We did submit our recommendations to relevant committees of the National Assembly. In fact, virtually all committee chairmen got a copy of that analysis. We also submitted it to the Senate President and the Speaker of the House of Representatives.
When you said “we,” who are you referring to?
I am talking about civil society groups that came together to look at these budget. There are quite number of civil society groups that decided to come together as a group to look at the budget and then point out some of those faulty areas.
What was the feedback? Were your recommendations actually reflected in the budget that was passed?
Quite numbers of the National Assembly members were happy with the work done by the civil society groups, because it is not a paid job, it is not a consultancy job. It is a voluntary work done just to assist the nation and also ensure that the National Assembly gets it right.
Also, they were happy but what we did not confirm fully is whether item by item, all those things that we pointed out have been properly reflected. We are still looking at the documents to see if those areas pointed out are fully reflected.
But you also need to know that the National Assembly faces some challenges in terms of their independent capacity to be able to scrutinize and analyze the budget without the influence and blackmail of the executive.
The executive believes that whatever it sends to the legislature should just be taken without any scrutiny.
This is one big challenge that the National Assembly is facing and they have not yet been able to overcome it.
So you think the National Assembly is not independent enough to work of appropriation?
There are lots of challenges; capacity challenges, experience challenges, independence of mind and also sincerity to stick to the right position.
Well, we did an independent review of the appropriations for the MDAs and what we found was a lot of the wastages, repetitive votes you talked about. It’s like laying the platform for corruption.
The truth is that if appropriation and budgeting is not properly done, it could be an instrument for legitimate corruption because you appropriate the money and because of the poor legislative oversight and the poor implementation of the budget, some people would use that opportunity to short-change the nation.
And they have been doing that and nothing has been done to curb it in a very fundamental way.
It also goes back to the National Assembly. You said you pointed out the lapses in the budget to the National Assembly but they still went ahead and passed it. So, doesn’t the corruption also fall on the National Assembly?
Yes, of course! You cannot exonerate the National Assembly. At least whether consciously or unconsciously, they allowed those wastages and duplications to continue to be in our appropriations because it is they who are expected to look at it. The president on his own cannot approve those expenses and budgets, it has to be legitimized by the National Assembly. This means that if the president or any MDA has done any deliberate inclusion to misappropriate public funds, the National Assembly is there to checkmate him. That is why there are checks and balances. And if you negate your role & responsibility, then you are to be blamed.
Part of the problem is that about 60-70 percent of the budget is for recurrent expenditure. Only about 30-40 percent is for capital votes. So, how can there be development? Why does 70 percent goes to recurrent expenditure?
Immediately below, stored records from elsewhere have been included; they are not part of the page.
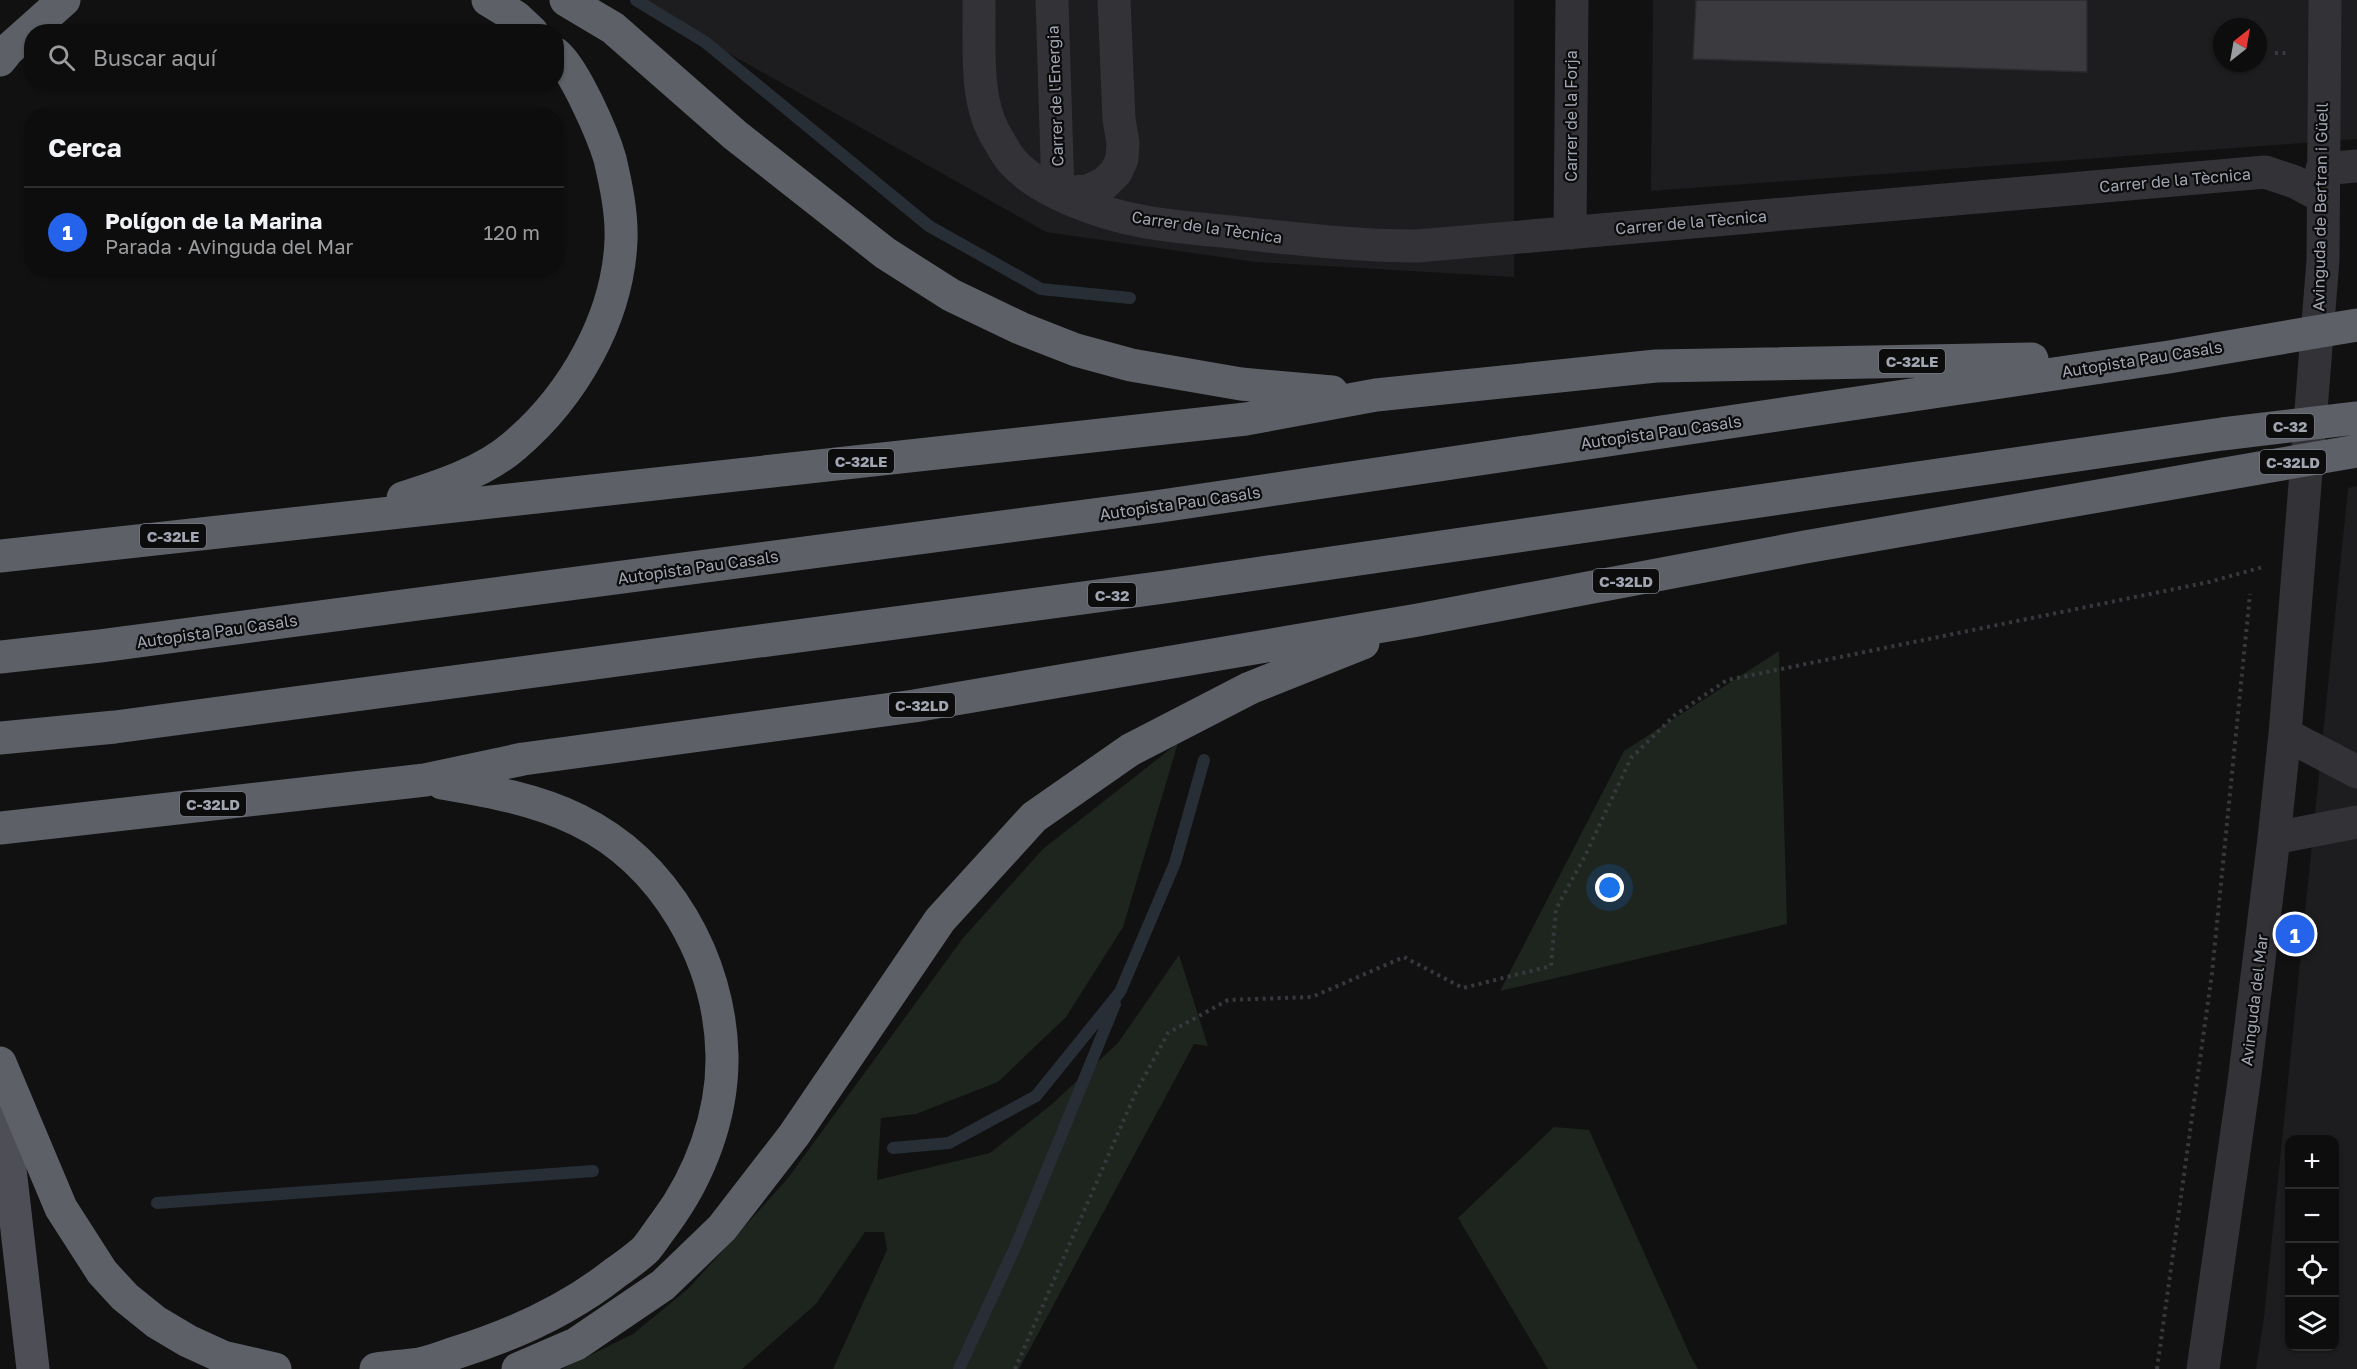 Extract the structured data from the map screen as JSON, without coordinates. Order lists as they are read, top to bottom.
{
  "streets": {
    "highway": [
      "Autopista Pau Casals",
      "C-32LE",
      "C-32",
      "C-32LD"
    ],
    "street": [
      "Carrer de l'Energia",
      "Carrer de la Forja",
      "Carrer de la Tècnica",
      "Avinguda de Bertran i Güell",
      "Avinguda del Mar"
    ]
  },
  "crossings": [
    ["Carrer de l'Energia", "Carrer de la Tècnica"],
    ["Carrer de la Forja", "Carrer de la Tècnica"],
    ["Carrer de la Tècnica", "Avinguda de Bertran i Güell"],
    ["Avinguda de Bertran i Güell", "Avinguda del Mar"],
    ["Autopista Pau Casals", "C-32LE"]
  ],
  "north": "top right",
  "page": {
    "search": "Buscar aquí",
    "heading": "Cerca",
    "list": [
      {
        "mark": "1",
        "name": "Polígon de la Marina",
        "note": "Parada · Avinguda del Mar",
        "value": "120 m"
      }
    ],
    "pins": "1",
    "map_buttons": ["+", "−"]
  }
} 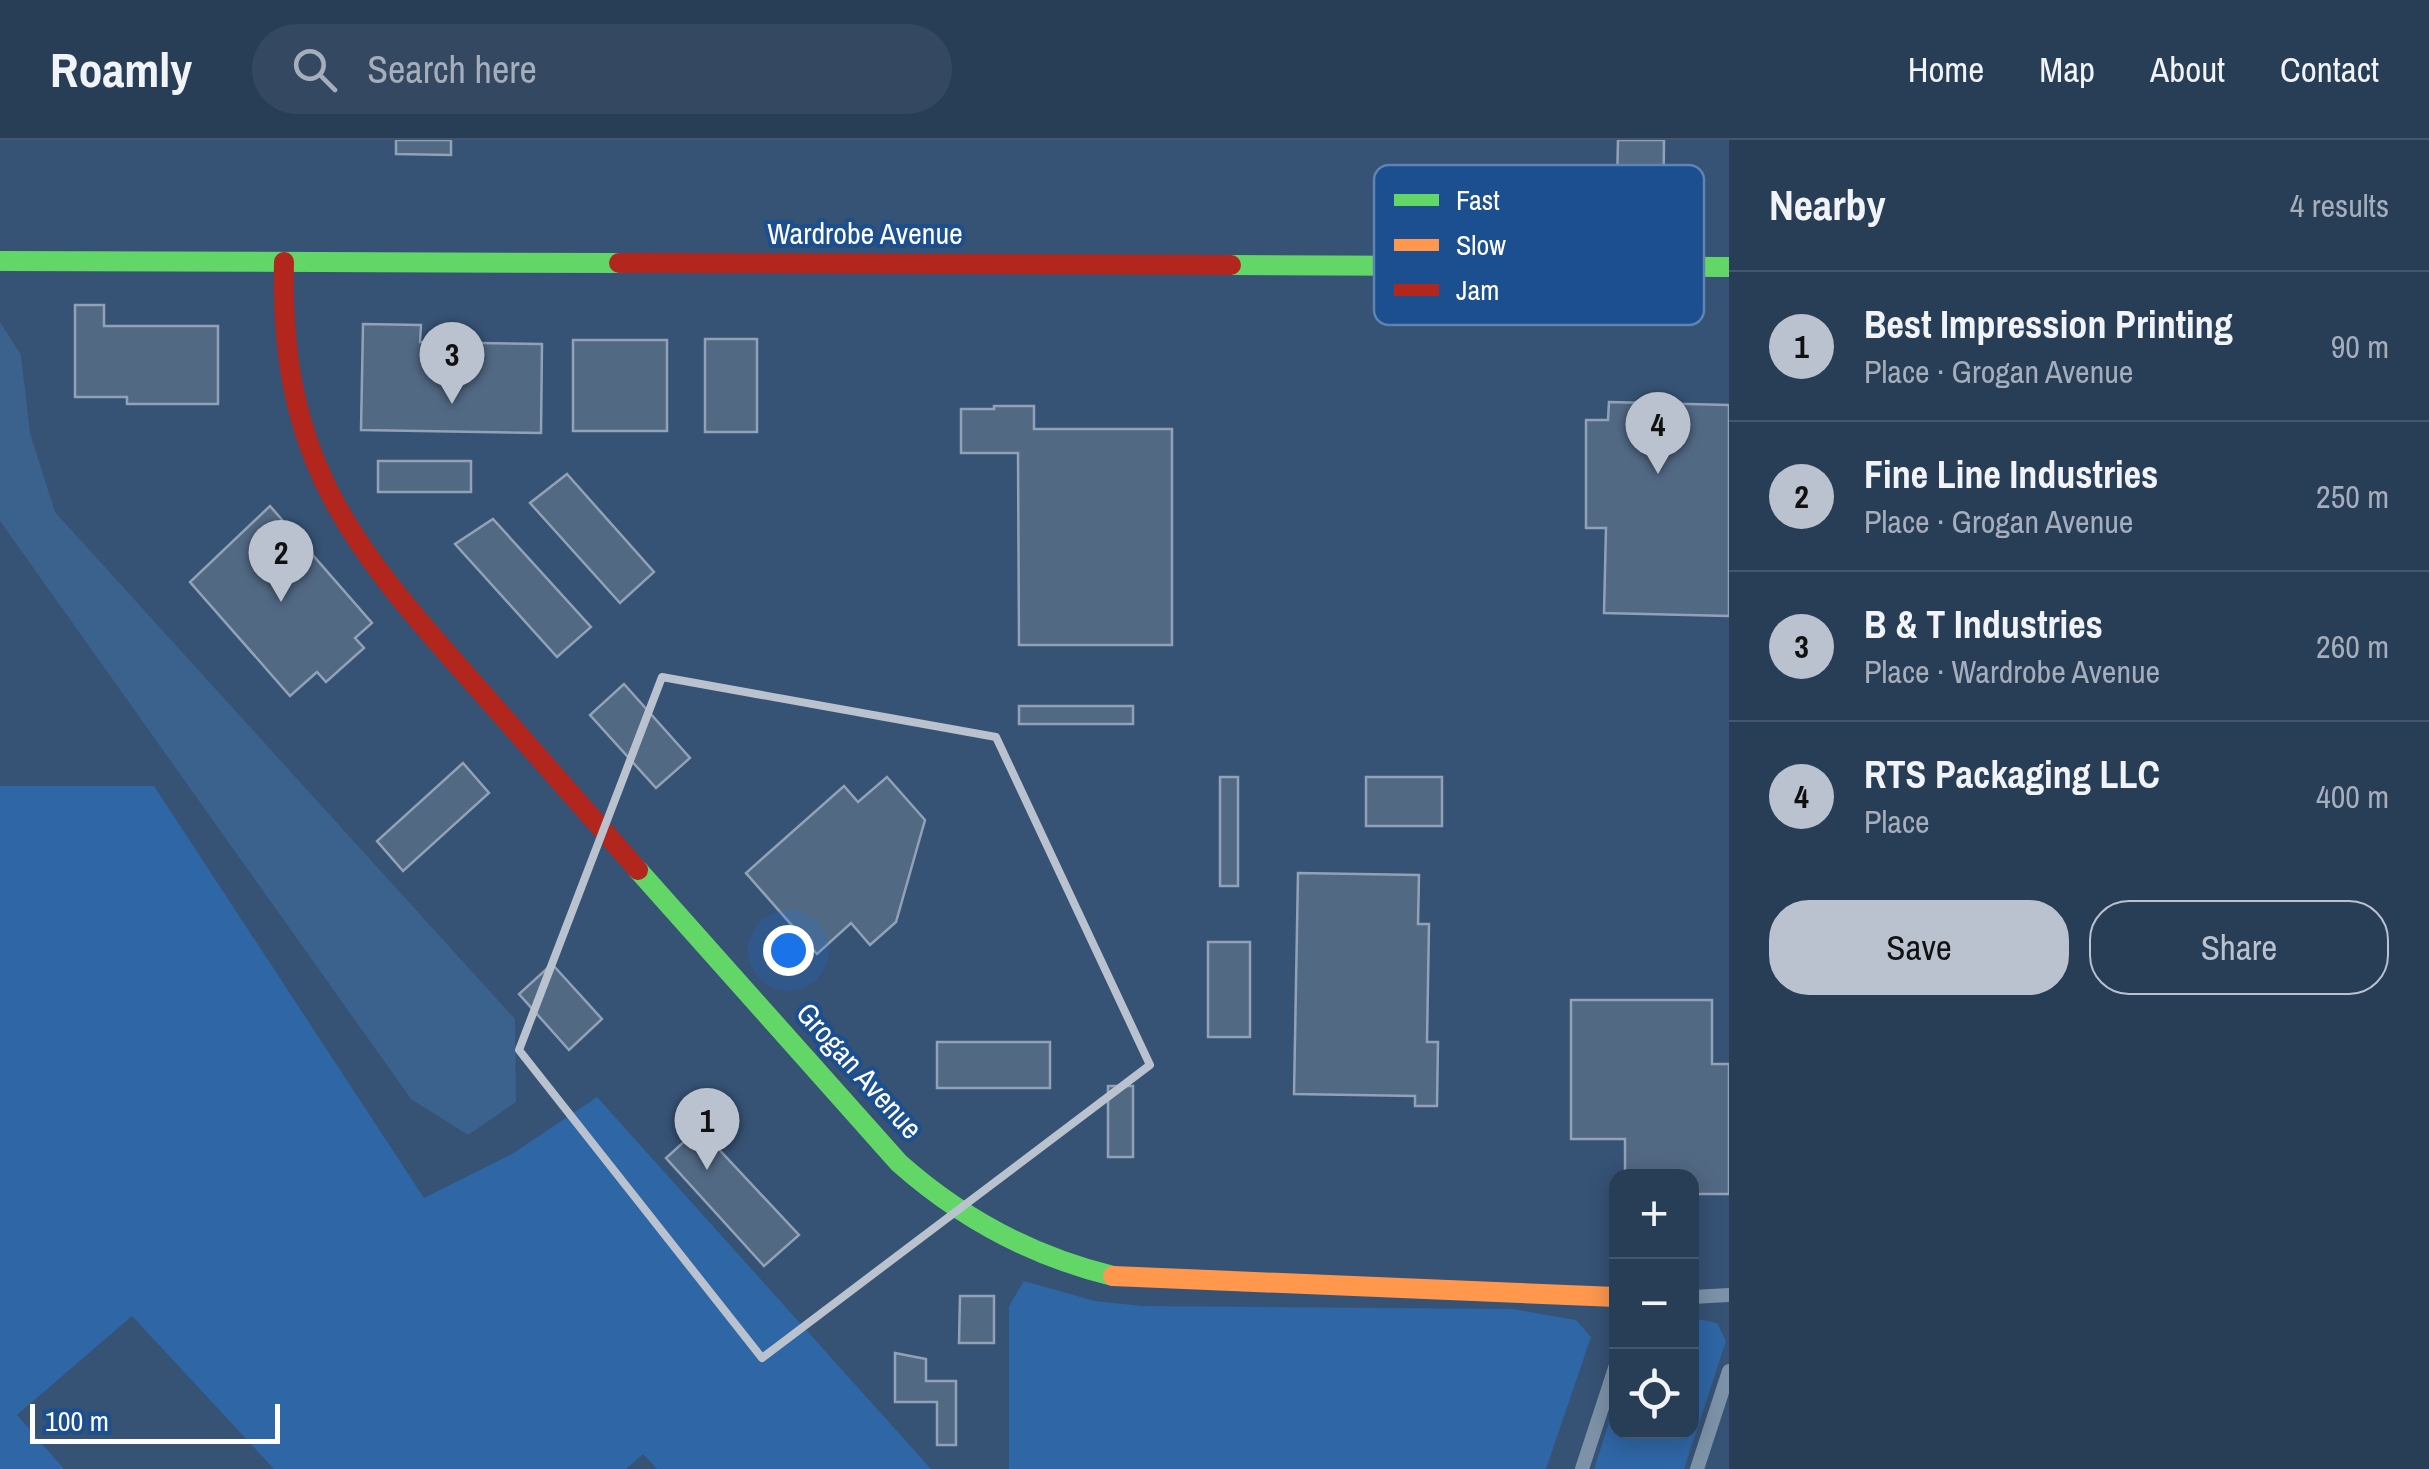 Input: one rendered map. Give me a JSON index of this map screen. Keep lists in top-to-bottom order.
{
  "streets": {
    "street": ["Wardrobe Avenue", "Grogan Avenue"]
  },
  "crossings": [
    ["Wardrobe Avenue", "Grogan Avenue"]
  ],
  "legend": ["Fast", "Slow", "Jam"],
  "scale_bar": "100 m",
  "page": {
    "header": "Roamly",
    "search": "Search here",
    "nav": [
      "Home",
      "Map",
      "About",
      "Contact"
    ],
    "heading": ["Nearby", "4 results"],
    "list": [
      {
        "mark": "1",
        "name": "Best Impression Printing",
        "note": "Place · Grogan Avenue",
        "value": "90 m"
      },
      {
        "mark": "2",
        "name": "Fine Line Industries",
        "note": "Place · Grogan Avenue",
        "value": "250 m"
      },
      {
        "mark": "3",
        "name": "B & T Industries",
        "note": "Place · Wardrobe Avenue",
        "value": "260 m"
      },
      {
        "mark": "4",
        "name": "RTS Packaging LLC",
        "note": "Place",
        "value": "400 m"
      }
    ],
    "pins": [
      "3",
      "4",
      "2",
      "1"
    ],
    "buttons": ["Save", "Share"],
    "map_buttons": ["+", "−"],
    "scale": "100 m"
  }
}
With the current way and manner we do budgeting, we cannot attain any fundamental development; because we are supposed to be doing five – year rolling plans for our budgets. That will give you space to plan for capital project so that every year, you know you have expectations on these.
But the way we do yearly budgets, it leaves you only with expenses that are not for development but for consumptions such as travelling, fictitious trainings, all sorts of allowances, entertainments, feeding, fuelling generators, buying petrol & buying newspapers, all sorts of dubious budgeting.
These are all budget heads that are being deliberately included to sustain and justify looting and stealing of public funds.
But unfortunately, many Nigerians don’t know budgeting process; they are not involved; they have no role to play; they just hear the formal announcement like we hear in the military regime.
So, budgeting under democracy as currently being practiced in Nigeria is not different from what we used to have during the military regime. In fact, budgeting during the military is not even as bogus as what you have today and it’s not characterized by the kind of corruption we have today.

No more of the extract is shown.